Aber meine Selbstliebe verdrängt Jesu Liebe.

Wie soll mich jemand beschenken, wenn ich mir alles selbst kaufe?

Im Licht der Liebe Jesu werde ich erkennen, dass ich keinerlei Grund hatte, keine Ausrede, nicht alle meine Liebe auf den zu richten, den Jesus mir vor die Nase gestellt hat.

Und DARAN erkennt die Welt den Christus.

Denn sich selbst lieben tut auch die Welt. Sich selbst und den, der nett zu mir ist.

Dein Glaube hat dir geholfen

Sobald das Licht aufscheint, sehe ich alle Schuld an meinem Leib.

Das ist unerträglich.

Darum suchen die Menschen die Dunkelheit.

Darum suchen sie (und ich) Ausreden und lassen nicht ab, sich selbst zu „entschuldigen“.

Sich zu entschuldigen (im Wortsinn) ist unmöglich – nur der andere kann mich entschuldigen.

Schuld einzugestehen bedeutet, sich in die Hand des Gläubigers zu geben.

Ein Gefühl von Selbstentmachtung, ja fast Selbstvernichtung.

Der Glaube nun, ist nicht ein Gefühl von Glauben, sondern ein Sprung in die Liebe Jesu.

Wenn ich mich auch selbst verliere – ich tue es in der Hoffnung auf Jesus, der Seine Hand ausstreckt und mich aus dem Tode reißt.

Zunächst aus dem partiellen Tode der Geringachtung anderer.

An vielen Stellen erlebe ich diesen Vorgang nicht anders als mit Tränen.
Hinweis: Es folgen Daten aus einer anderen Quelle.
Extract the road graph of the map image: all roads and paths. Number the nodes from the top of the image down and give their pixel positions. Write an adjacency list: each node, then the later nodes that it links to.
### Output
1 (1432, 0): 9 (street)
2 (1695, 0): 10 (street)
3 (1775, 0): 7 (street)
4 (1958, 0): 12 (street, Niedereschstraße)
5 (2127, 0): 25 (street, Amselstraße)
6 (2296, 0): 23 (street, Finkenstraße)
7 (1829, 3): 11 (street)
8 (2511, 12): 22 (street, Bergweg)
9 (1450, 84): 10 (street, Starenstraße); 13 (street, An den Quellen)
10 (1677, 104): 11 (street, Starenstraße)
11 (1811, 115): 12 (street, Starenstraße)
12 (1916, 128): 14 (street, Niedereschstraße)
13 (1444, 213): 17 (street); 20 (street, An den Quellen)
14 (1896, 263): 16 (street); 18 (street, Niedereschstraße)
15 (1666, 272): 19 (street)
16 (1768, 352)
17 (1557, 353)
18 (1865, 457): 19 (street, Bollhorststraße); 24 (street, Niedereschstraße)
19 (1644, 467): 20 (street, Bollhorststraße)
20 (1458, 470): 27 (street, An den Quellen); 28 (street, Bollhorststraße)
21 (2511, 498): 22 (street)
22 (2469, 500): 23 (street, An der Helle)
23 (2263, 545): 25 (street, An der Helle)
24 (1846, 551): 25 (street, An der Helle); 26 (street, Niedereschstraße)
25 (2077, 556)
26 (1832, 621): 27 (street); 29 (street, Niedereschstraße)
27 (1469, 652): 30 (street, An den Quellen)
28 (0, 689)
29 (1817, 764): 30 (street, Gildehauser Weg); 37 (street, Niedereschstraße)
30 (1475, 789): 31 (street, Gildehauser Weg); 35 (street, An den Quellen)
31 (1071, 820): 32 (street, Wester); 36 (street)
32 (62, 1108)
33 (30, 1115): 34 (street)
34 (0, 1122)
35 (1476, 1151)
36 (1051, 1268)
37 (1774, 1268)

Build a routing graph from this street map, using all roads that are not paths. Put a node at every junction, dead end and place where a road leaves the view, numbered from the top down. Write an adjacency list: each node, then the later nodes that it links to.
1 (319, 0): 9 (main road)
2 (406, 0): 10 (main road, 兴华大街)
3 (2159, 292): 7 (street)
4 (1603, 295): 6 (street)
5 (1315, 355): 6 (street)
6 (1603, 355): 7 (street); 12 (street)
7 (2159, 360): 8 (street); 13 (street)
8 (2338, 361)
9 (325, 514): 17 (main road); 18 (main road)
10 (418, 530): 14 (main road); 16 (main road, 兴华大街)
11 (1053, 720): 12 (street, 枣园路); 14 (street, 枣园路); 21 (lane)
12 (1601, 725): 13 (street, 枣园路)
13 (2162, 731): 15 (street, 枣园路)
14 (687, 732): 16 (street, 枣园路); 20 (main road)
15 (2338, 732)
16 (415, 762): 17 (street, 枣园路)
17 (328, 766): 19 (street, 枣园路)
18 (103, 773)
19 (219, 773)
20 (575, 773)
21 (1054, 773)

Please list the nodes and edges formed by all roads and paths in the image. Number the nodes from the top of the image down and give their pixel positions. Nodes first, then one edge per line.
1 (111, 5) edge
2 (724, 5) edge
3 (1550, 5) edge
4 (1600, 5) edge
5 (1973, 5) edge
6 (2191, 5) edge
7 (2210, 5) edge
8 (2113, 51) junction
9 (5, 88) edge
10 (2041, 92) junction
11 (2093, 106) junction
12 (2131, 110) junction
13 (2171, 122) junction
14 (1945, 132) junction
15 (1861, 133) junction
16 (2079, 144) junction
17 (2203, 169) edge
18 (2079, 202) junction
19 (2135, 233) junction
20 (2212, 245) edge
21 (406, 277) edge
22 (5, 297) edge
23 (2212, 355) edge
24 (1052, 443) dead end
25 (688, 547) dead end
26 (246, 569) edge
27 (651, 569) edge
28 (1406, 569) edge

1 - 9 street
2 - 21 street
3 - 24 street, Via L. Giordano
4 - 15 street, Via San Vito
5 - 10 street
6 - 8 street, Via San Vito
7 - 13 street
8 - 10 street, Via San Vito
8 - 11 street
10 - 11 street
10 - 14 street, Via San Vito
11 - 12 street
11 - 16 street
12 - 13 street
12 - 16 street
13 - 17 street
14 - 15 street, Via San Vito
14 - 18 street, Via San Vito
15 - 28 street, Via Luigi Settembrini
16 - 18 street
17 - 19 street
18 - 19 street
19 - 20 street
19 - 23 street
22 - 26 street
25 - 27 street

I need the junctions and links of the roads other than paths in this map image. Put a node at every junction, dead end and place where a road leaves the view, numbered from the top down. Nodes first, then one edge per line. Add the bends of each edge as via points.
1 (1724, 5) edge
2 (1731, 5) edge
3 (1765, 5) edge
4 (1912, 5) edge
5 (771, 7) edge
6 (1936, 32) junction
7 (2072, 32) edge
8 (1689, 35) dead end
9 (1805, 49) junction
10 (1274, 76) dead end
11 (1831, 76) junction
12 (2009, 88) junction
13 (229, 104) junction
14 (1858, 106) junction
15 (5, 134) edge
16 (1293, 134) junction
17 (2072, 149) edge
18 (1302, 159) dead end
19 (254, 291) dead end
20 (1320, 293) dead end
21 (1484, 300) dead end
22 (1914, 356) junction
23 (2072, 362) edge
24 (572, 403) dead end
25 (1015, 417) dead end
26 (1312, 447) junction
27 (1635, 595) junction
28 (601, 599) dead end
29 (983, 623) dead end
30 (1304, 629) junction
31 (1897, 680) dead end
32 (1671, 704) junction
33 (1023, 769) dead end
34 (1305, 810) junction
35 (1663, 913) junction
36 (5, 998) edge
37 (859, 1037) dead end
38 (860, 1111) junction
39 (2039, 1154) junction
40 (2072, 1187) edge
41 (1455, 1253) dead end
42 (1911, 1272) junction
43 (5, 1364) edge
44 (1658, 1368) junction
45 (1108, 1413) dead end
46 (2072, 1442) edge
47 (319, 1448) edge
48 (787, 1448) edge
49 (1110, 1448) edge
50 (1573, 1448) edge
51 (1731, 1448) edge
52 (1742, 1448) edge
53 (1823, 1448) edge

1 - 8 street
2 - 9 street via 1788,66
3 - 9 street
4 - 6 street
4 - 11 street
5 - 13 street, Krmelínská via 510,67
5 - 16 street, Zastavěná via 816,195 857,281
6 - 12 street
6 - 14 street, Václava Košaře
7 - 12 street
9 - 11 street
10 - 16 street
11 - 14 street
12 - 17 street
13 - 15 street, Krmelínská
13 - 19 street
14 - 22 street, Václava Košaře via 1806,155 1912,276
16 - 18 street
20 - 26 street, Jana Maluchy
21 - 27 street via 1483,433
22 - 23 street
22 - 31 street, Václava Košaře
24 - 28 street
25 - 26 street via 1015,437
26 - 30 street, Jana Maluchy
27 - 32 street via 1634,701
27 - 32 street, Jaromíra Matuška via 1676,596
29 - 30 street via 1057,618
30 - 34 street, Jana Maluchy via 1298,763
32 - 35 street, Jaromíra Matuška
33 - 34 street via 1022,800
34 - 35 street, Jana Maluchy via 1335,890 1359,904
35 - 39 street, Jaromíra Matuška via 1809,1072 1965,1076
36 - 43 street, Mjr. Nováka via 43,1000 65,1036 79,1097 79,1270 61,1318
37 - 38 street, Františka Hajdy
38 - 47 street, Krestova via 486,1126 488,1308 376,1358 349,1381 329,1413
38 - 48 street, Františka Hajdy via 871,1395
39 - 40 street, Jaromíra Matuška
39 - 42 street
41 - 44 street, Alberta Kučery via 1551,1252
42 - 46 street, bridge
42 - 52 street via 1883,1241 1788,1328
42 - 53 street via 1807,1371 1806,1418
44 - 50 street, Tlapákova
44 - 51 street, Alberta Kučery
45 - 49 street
Die furchtbare Angst, mich loszulassen und die zitternde Annahme der ausgestreckten Hand Jesu.

Ich kann nur sehen wollen, wenn ich von der Erlösung weiß, die zugleich auf mich wartet. Genauer: wenn ich der Hand traue, die mich ergreifen wird.

Meinem Schöpfer traue, meinem Vater.

Glaube ist immer schon da – genau wie Liebe.

Es geht darum, den Glauben von mir selbst und meinen Werken weg auf Jesus hin, zu richten.

Ich brauche keinen Glauben – ich brauche Glauben an Jesus!

Er, dieser Glaube, ist Anfang und Ausdruck der Liebe.